##### EXTRACTED ENTRIES

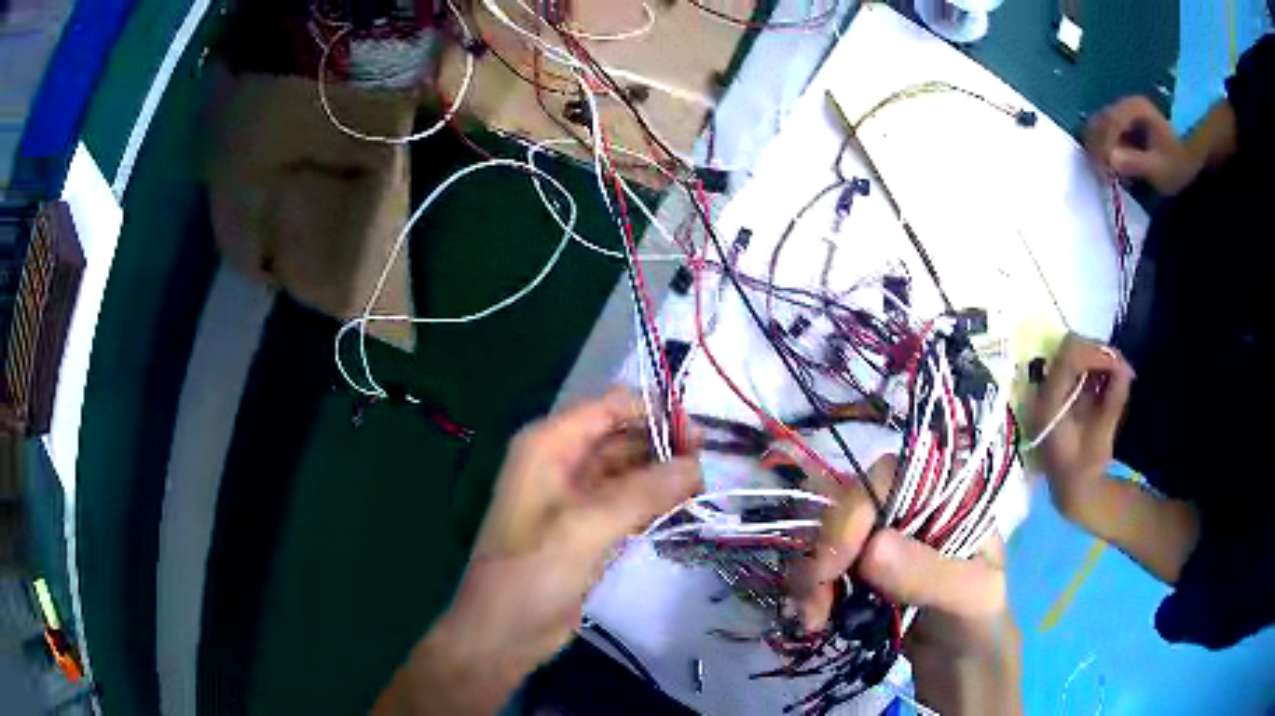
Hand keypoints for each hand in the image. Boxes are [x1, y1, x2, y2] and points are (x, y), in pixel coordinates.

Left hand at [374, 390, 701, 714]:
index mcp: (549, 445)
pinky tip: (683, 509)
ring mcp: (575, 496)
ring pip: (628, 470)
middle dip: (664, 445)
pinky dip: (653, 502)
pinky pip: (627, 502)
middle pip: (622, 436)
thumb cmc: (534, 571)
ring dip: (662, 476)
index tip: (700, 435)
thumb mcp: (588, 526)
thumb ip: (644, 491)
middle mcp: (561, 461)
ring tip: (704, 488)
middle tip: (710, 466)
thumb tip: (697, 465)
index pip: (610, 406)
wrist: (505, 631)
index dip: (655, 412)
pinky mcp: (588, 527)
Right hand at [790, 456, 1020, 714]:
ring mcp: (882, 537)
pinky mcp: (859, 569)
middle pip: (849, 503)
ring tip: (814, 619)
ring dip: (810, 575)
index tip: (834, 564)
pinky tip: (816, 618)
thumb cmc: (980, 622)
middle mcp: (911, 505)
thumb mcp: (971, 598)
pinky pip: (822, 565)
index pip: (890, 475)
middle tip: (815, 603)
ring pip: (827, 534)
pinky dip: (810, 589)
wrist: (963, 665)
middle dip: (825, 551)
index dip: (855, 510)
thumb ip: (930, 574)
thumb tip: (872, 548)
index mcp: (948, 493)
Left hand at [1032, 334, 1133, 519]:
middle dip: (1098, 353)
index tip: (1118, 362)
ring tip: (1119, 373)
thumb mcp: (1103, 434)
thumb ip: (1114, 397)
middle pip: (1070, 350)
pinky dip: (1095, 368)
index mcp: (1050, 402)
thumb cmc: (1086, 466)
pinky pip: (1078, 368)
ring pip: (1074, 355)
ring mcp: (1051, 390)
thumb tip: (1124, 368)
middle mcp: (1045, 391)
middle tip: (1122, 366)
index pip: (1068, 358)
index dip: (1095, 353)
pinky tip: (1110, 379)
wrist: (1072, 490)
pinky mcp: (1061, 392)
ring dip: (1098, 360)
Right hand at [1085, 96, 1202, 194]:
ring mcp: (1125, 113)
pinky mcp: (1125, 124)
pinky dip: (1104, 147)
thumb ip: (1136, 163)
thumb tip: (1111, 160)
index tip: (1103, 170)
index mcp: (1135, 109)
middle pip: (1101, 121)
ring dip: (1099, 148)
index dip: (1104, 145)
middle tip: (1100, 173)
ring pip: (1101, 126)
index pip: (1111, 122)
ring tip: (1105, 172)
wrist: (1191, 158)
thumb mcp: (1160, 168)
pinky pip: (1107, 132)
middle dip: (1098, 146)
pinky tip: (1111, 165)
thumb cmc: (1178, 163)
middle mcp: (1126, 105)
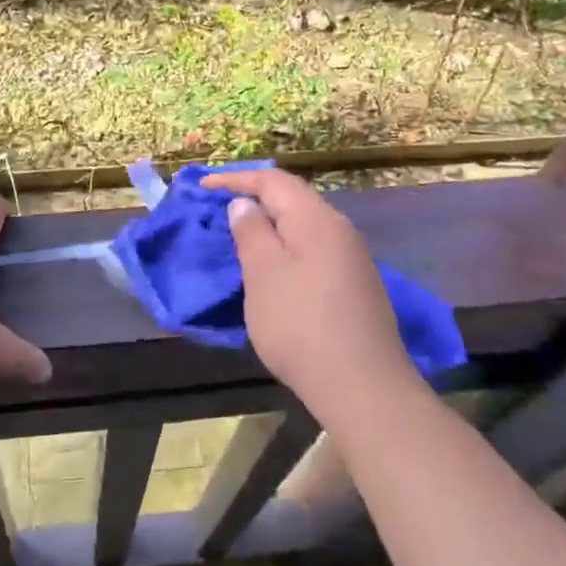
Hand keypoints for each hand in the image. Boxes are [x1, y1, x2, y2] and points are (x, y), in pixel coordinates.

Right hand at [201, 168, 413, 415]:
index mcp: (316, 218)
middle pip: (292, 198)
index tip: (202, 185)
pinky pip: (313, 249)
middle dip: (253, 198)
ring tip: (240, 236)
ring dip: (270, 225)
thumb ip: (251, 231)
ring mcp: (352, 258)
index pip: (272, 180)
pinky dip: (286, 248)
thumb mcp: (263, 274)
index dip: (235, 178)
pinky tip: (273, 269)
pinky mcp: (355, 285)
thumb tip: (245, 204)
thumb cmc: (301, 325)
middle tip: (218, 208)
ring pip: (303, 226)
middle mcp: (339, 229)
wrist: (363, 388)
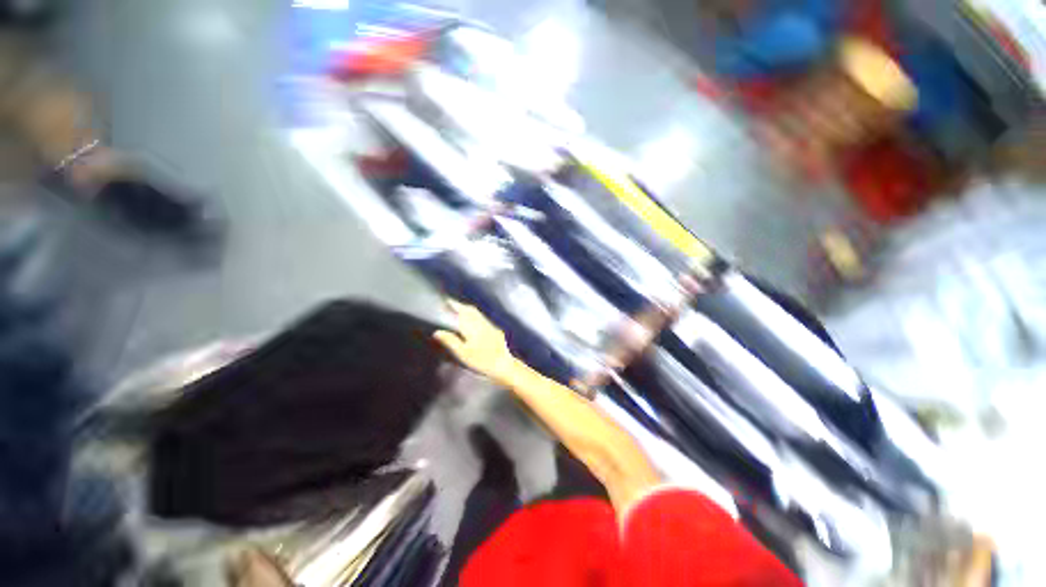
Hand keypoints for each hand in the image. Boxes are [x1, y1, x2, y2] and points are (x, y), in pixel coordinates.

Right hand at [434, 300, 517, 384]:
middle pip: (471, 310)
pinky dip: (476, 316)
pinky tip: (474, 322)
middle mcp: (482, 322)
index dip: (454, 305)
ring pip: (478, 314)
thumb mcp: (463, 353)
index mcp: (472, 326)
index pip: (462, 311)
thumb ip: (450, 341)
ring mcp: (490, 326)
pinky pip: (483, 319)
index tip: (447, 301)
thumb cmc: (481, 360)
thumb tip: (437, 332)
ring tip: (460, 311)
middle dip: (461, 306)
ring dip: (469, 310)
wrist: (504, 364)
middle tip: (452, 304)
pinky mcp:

##########

**YOUR ASSIGNMENT**
The lines to extract from the data above begin with the line containing "ring tip: (814, 619)" and end with the line containing "ring pip: (1101, 126)". Extract them exactly, including both.

**RESULT OF THE TASK**
ring tip: (814, 619)
ring dip: (810, 575)
index tip: (834, 564)
pinky tip: (816, 618)
thumb cmc: (980, 622)
middle mcp: (911, 505)
thumb mcp: (971, 598)
pinky pip: (822, 565)
index pip: (890, 475)
middle tip: (815, 603)
ring pip: (827, 534)
pinky dip: (810, 589)
wrist: (963, 665)
middle dip: (825, 551)
index dip: (855, 510)
thumb ip: (930, 574)
thumb tip: (872, 548)
index mcp: (948, 493)
Left hand at [1032, 334, 1133, 519]:
middle dip: (1098, 353)
index tip: (1118, 362)
ring tip: (1119, 373)
thumb mcp: (1103, 434)
thumb ip: (1114, 397)
middle pip: (1070, 350)
pinky dip: (1095, 368)
index mcp: (1050, 402)
thumb cmc: (1086, 466)
pinky pip: (1078, 368)
ring pip: (1074, 355)
ring mcp: (1051, 390)
thumb tip: (1124, 368)
middle mcp: (1045, 391)
middle tip: (1122, 366)
index pip: (1068, 358)
index dip: (1095, 353)
pinky tip: (1110, 379)
wrist: (1072, 490)
pinky mcp: (1061, 392)
ring dip: (1098, 360)
Right hand at [1085, 96, 1202, 194]:
ring mcp: (1125, 113)
pinky mcp: (1125, 124)
pinky dip: (1104, 147)
thumb ip: (1136, 163)
thumb tip: (1111, 160)
index tip: (1103, 170)
index mcp: (1135, 109)
middle pip: (1101, 121)
ring dip: (1099, 148)
index dip: (1104, 145)
middle tip: (1100, 173)
ring pip: (1101, 126)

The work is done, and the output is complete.